Last week, the UN Security Council passed a resolution extending a more than decade-long arms embargo on Somalia by one year, and it imposed a new ban on ingredients for explosive devices the group is increasingly using.
Russia, China and Equatorial Guinea were against the British-drafted resolution.
The resolution condemned al-Shabab attacks and expressed “grave concern” at the “serious threat” the al-Qaida linked group continues to pose to Somalia and the region, “particularly through their increased use of improvised explosive devices.”
It also condemned the flow of weapons and ammunition to and through Somalia in violation of the arms embargo.
The resolution expressed “serious concern” at reports of increased exploitation of Somalia, by al-Shabab and transnational organized crime networks. It said they are using Somalia as a transit and trans-shipment point for “the trade in sub-standard, illicit and dual-use goods,” which generates revenue for al-Shabab.
The council’s extension of sanctions on Somalia until November 15, 2020 came three days after the release of a report by its panel of experts who monitor sanctions. The panel of experts said recent investigations had shown that al-Shabaab was manufacturing explosives locally, unlike in the past, where they relied on expertise and materials from outside Somalia.
They said al-Shabab remains “a potent threat” to regional peace and security, is now manufacturing home-made explosives, expanding its revenue sources and infiltrating government institutions.
The UN Security Council’s extension of the arms embargo on Somalia restricts the government’s ability to acquire weapons to fight al Shabab militants, and other armed groups.
Somalia is reforming its military to better fight al Shabab, but the sanctions are hurting the military’s ability to defeat al Shabab. The UN needs to lift the sanctions to enable Somalia equip it military to defend the country from al Shabab.
The reform is part of government’s agenda to rebuild the army to a force capable of taking over the security of the country when the 22,000-strong African Union troops leave
Somalia’s UN ambassador Abukar Osman described the arms embargo as ‘outdated’ and ‘flawed’. He said the resolution failed to consider the government’s effort to build a unified and sufficiently equipped national army.
According to the new resolution, all countries must prevent the direct or indirect sale or supply of precursors to Somalia if there is evidence or “a significant risk they may be used in the manufacture in Somalia of improvised explosive devices.”
It also orders countries to give the Somali sanctions committee 15 days advance notice of any sale, supply or transfer of precursors.

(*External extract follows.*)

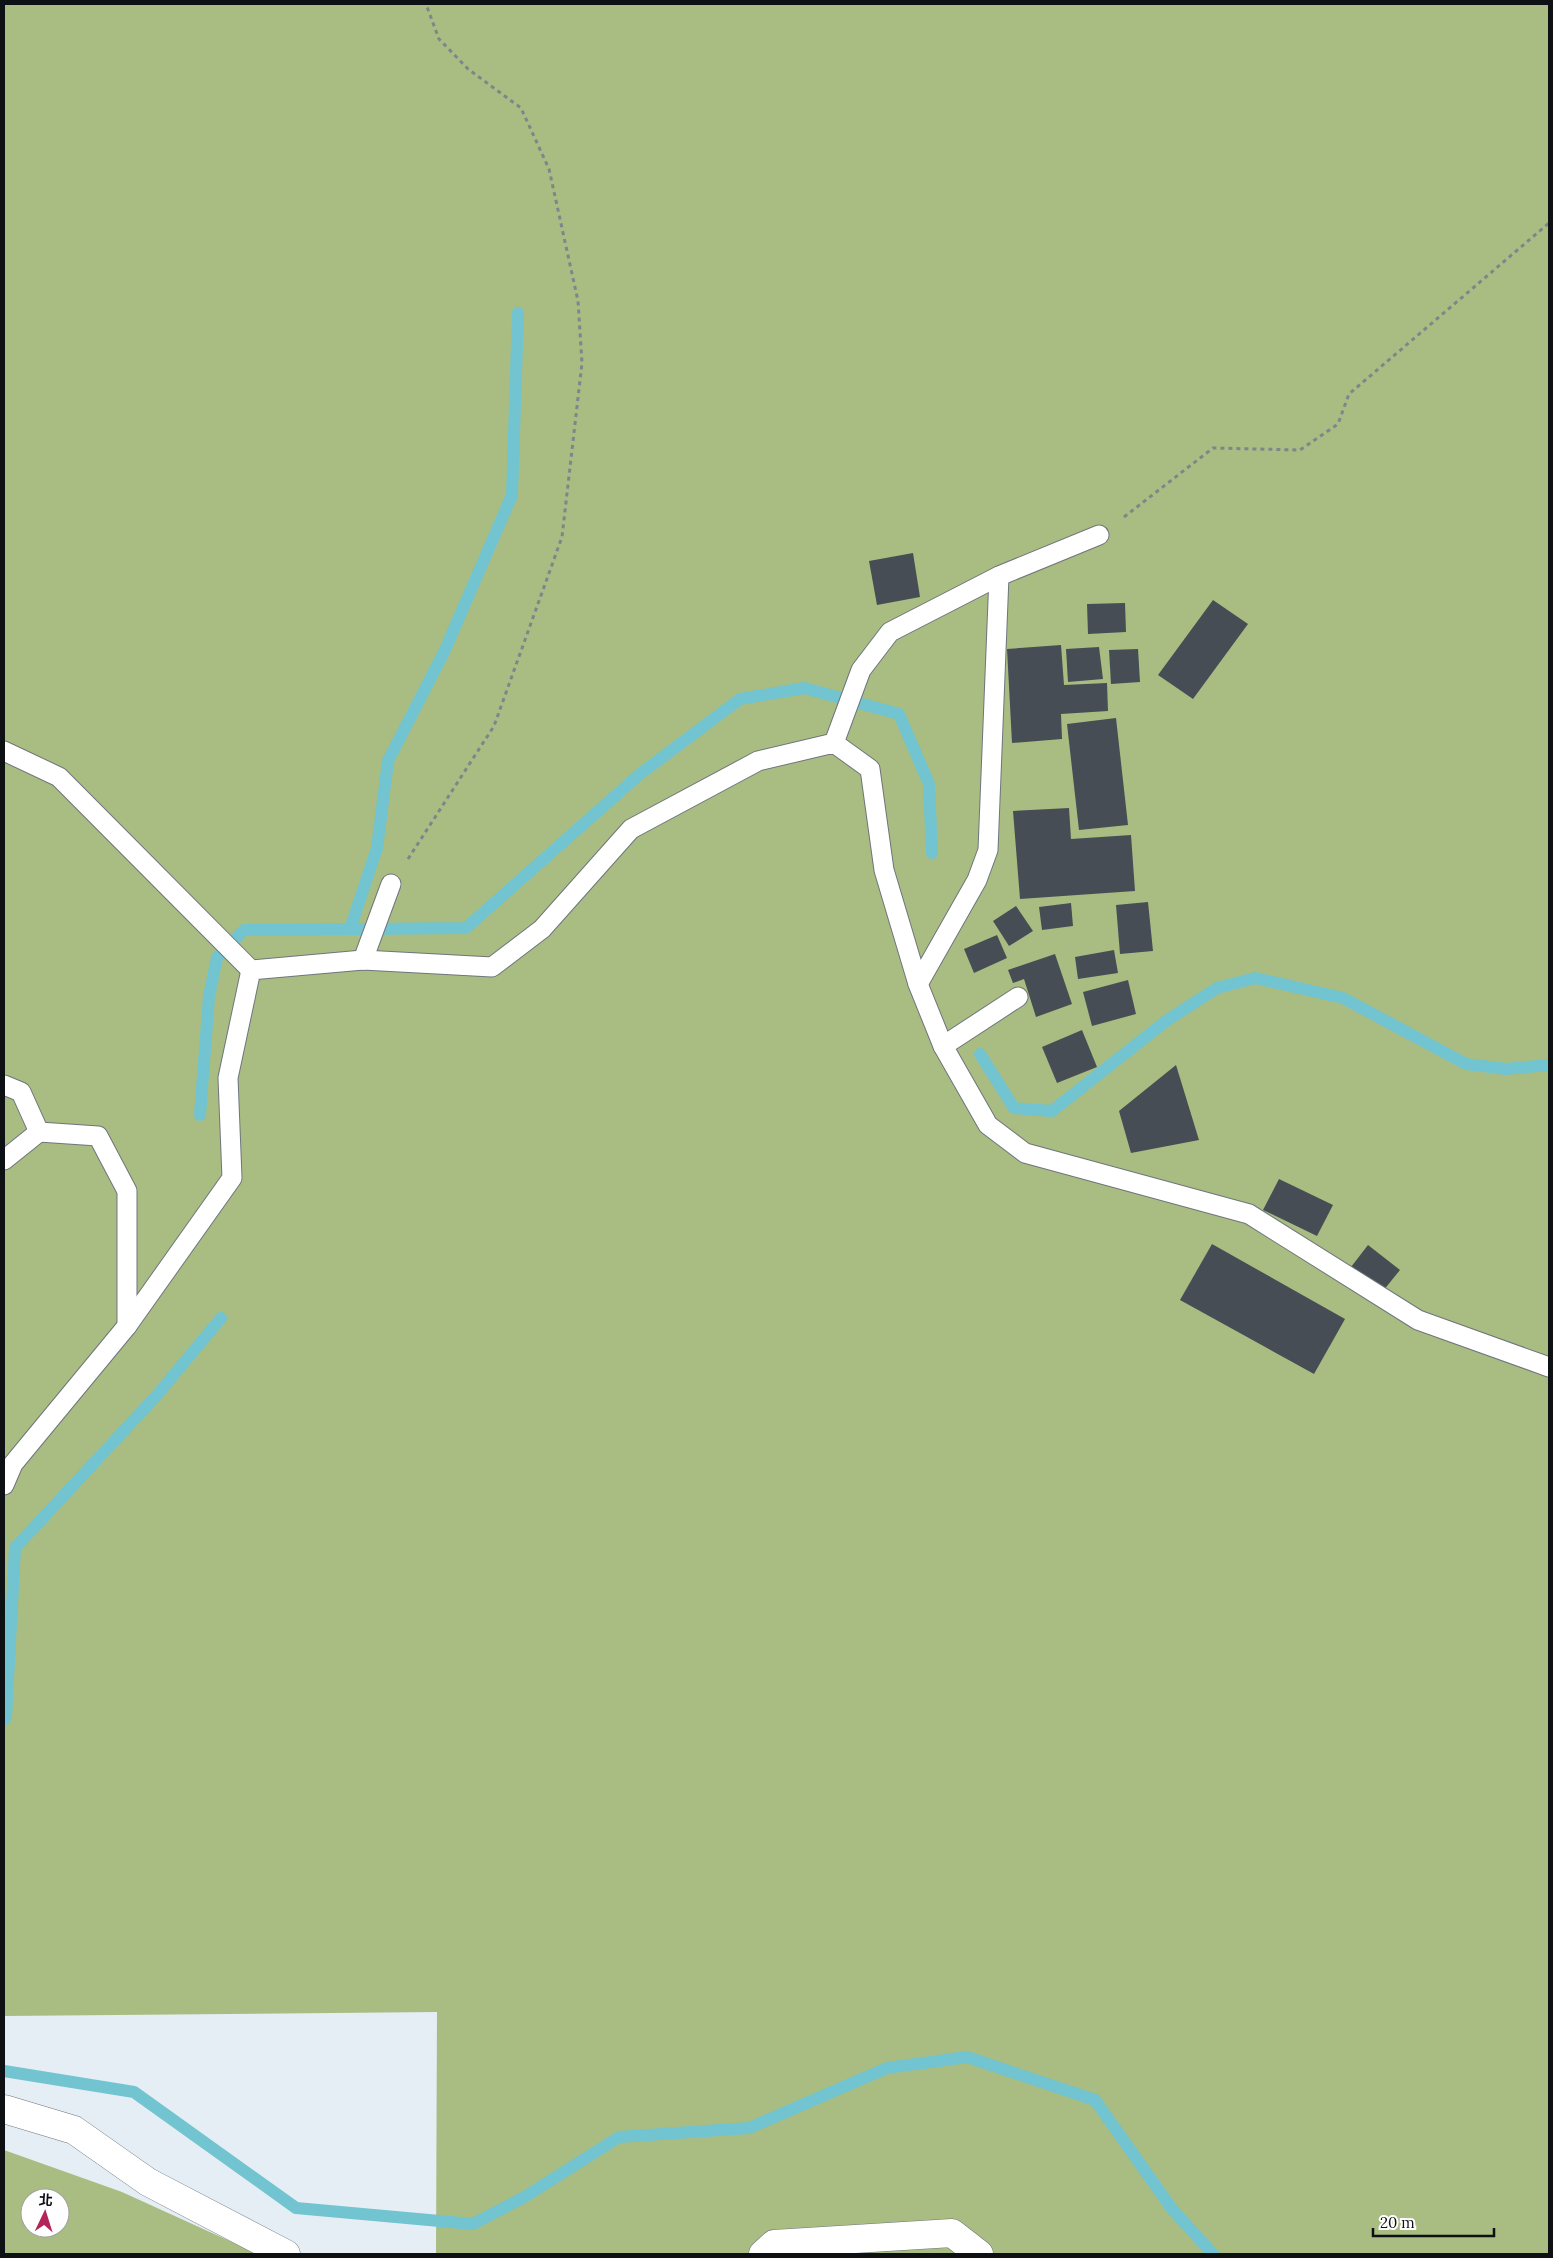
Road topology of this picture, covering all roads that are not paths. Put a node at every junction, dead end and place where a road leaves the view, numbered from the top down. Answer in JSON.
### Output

In 1992, the UN Security Council imposed an open ended arms embargo on Somalia, and in 2007, the embargo was partially lifted to allow arms supplies to Somali forces. But so much changed since then. The UN must reconsider, according to Somalia’s UN envoy, ‘the positive new reality on the ground.’
The Somali army is beginning to take shape after years of neglect. The UN and Somalia’s international partners must focus on helping the government rebuild its military and work toward lifting the arms embargo fully.